What you will do —
Pictures stay out; everything else in the records below gets copied exactly.

+++++

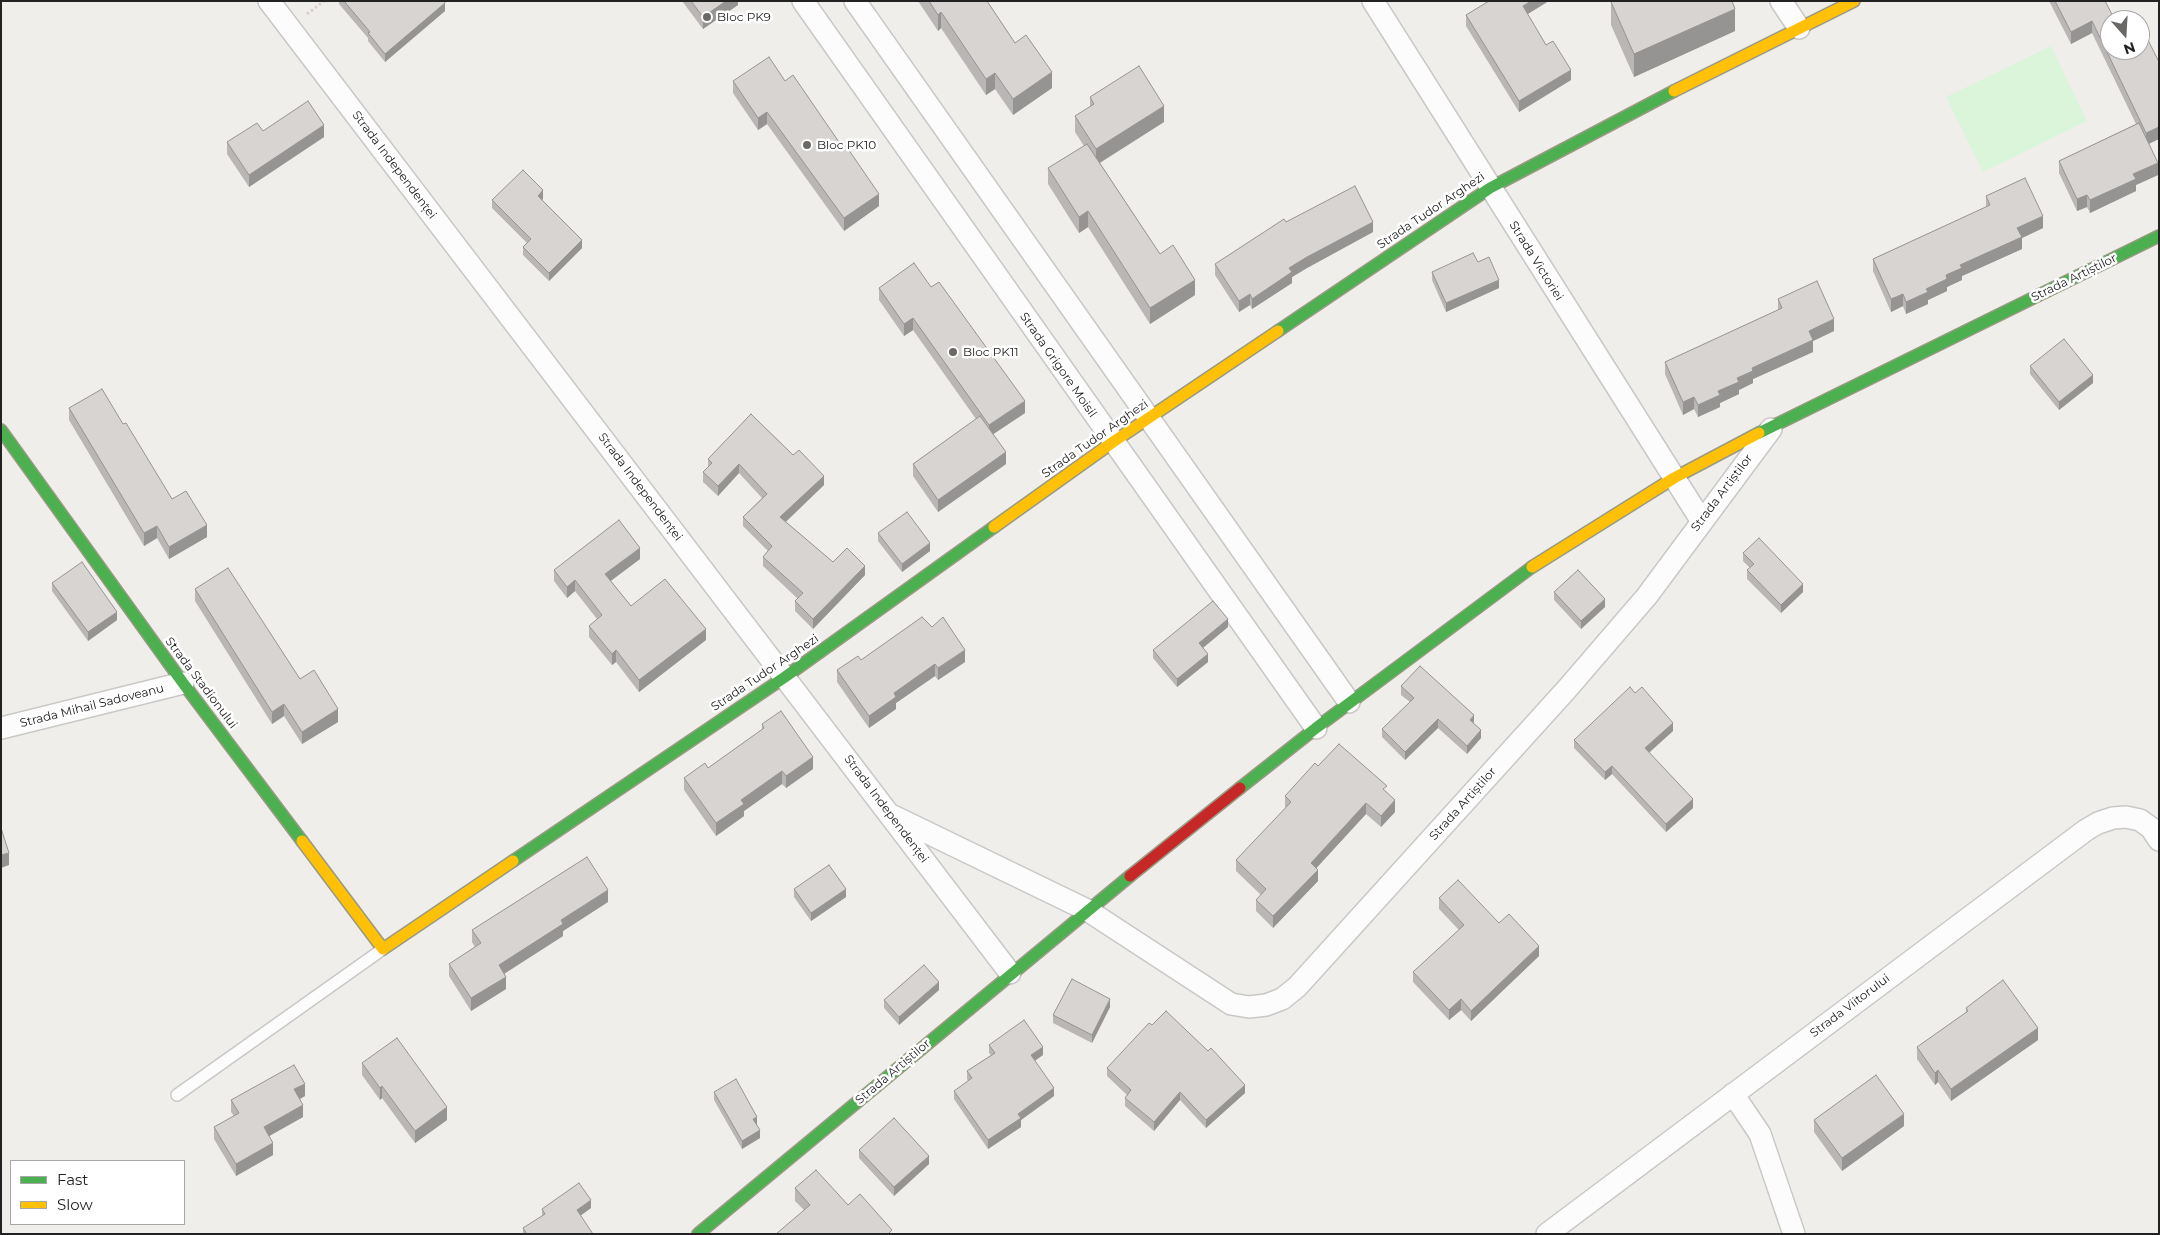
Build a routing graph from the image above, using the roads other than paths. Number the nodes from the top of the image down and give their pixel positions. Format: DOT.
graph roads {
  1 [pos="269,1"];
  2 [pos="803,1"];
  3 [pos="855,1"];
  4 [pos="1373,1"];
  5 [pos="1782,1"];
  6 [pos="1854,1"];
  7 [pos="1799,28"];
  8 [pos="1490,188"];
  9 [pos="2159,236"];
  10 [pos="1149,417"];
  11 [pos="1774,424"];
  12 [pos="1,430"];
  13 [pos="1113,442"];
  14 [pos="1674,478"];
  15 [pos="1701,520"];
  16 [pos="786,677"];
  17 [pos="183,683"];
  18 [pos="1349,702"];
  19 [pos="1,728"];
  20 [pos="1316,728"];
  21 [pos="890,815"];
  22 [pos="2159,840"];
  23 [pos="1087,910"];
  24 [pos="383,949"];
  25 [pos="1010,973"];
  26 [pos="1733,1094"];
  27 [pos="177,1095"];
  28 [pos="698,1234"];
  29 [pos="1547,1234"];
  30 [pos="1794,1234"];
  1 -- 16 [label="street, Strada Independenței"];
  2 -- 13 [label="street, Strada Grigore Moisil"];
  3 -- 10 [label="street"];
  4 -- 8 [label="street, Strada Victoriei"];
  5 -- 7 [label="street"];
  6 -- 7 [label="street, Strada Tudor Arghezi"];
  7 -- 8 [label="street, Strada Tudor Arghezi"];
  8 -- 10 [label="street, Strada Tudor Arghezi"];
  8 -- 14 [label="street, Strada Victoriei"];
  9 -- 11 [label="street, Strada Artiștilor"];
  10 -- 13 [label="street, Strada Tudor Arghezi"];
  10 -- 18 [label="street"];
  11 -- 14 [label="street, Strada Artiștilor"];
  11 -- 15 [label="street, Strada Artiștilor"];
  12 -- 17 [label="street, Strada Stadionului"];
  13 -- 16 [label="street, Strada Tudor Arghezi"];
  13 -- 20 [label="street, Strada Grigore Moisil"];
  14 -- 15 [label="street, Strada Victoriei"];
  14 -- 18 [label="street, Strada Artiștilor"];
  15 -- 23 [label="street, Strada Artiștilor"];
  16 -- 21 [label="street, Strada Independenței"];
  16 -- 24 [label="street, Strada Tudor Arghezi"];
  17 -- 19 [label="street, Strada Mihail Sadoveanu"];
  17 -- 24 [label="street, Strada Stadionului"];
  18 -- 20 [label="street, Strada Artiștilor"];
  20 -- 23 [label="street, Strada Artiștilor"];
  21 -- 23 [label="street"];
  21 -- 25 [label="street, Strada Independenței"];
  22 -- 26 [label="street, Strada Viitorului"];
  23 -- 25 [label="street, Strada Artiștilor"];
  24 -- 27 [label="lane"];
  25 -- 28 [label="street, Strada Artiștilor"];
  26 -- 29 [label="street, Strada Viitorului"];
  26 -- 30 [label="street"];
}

+++++

Written answer —
Build a routing graph from the image above, using the roads other than paths. Number the nodes from the top of the image down and give their pixel positions. Format: DOT.
graph roads {
  1 [pos="269,1"];
  2 [pos="803,1"];
  3 [pos="855,1"];
  4 [pos="1373,1"];
  5 [pos="1782,1"];
  6 [pos="1854,1"];
  7 [pos="1799,28"];
  8 [pos="1490,188"];
  9 [pos="2159,236"];
  10 [pos="1149,417"];
  11 [pos="1774,424"];
  12 [pos="1,430"];
  13 [pos="1113,442"];
  14 [pos="1674,478"];
  15 [pos="1701,520"];
  16 [pos="786,677"];
  17 [pos="183,683"];
  18 [pos="1349,702"];
  19 [pos="1,728"];
  20 [pos="1316,728"];
  21 [pos="890,815"];
  22 [pos="2159,840"];
  23 [pos="1087,910"];
  24 [pos="383,949"];
  25 [pos="1010,973"];
  26 [pos="1733,1094"];
  27 [pos="177,1095"];
  28 [pos="698,1234"];
  29 [pos="1547,1234"];
  30 [pos="1794,1234"];
  1 -- 16 [label="street, Strada Independenței"];
  2 -- 13 [label="street, Strada Grigore Moisil"];
  3 -- 10 [label="street"];
  4 -- 8 [label="street, Strada Victoriei"];
  5 -- 7 [label="street"];
  6 -- 7 [label="street, Strada Tudor Arghezi"];
  7 -- 8 [label="street, Strada Tudor Arghezi"];
  8 -- 10 [label="street, Strada Tudor Arghezi"];
  8 -- 14 [label="street, Strada Victoriei"];
  9 -- 11 [label="street, Strada Artiștilor"];
  10 -- 13 [label="street, Strada Tudor Arghezi"];
  10 -- 18 [label="street"];
  11 -- 14 [label="street, Strada Artiștilor"];
  11 -- 15 [label="street, Strada Artiștilor"];
  12 -- 17 [label="street, Strada Stadionului"];
  13 -- 16 [label="street, Strada Tudor Arghezi"];
  13 -- 20 [label="street, Strada Grigore Moisil"];
  14 -- 15 [label="street, Strada Victoriei"];
  14 -- 18 [label="street, Strada Artiștilor"];
  15 -- 23 [label="street, Strada Artiștilor"];
  16 -- 21 [label="street, Strada Independenței"];
  16 -- 24 [label="street, Strada Tudor Arghezi"];
  17 -- 19 [label="street, Strada Mihail Sadoveanu"];
  17 -- 24 [label="street, Strada Stadionului"];
  18 -- 20 [label="street, Strada Artiștilor"];
  20 -- 23 [label="street, Strada Artiștilor"];
  21 -- 23 [label="street"];
  21 -- 25 [label="street, Strada Independenței"];
  22 -- 26 [label="street, Strada Viitorului"];
  23 -- 25 [label="street, Strada Artiștilor"];
  24 -- 27 [label="lane"];
  25 -- 28 [label="street, Strada Artiștilor"];
  26 -- 29 [label="street, Strada Viitorului"];
  26 -- 30 [label="street"];
}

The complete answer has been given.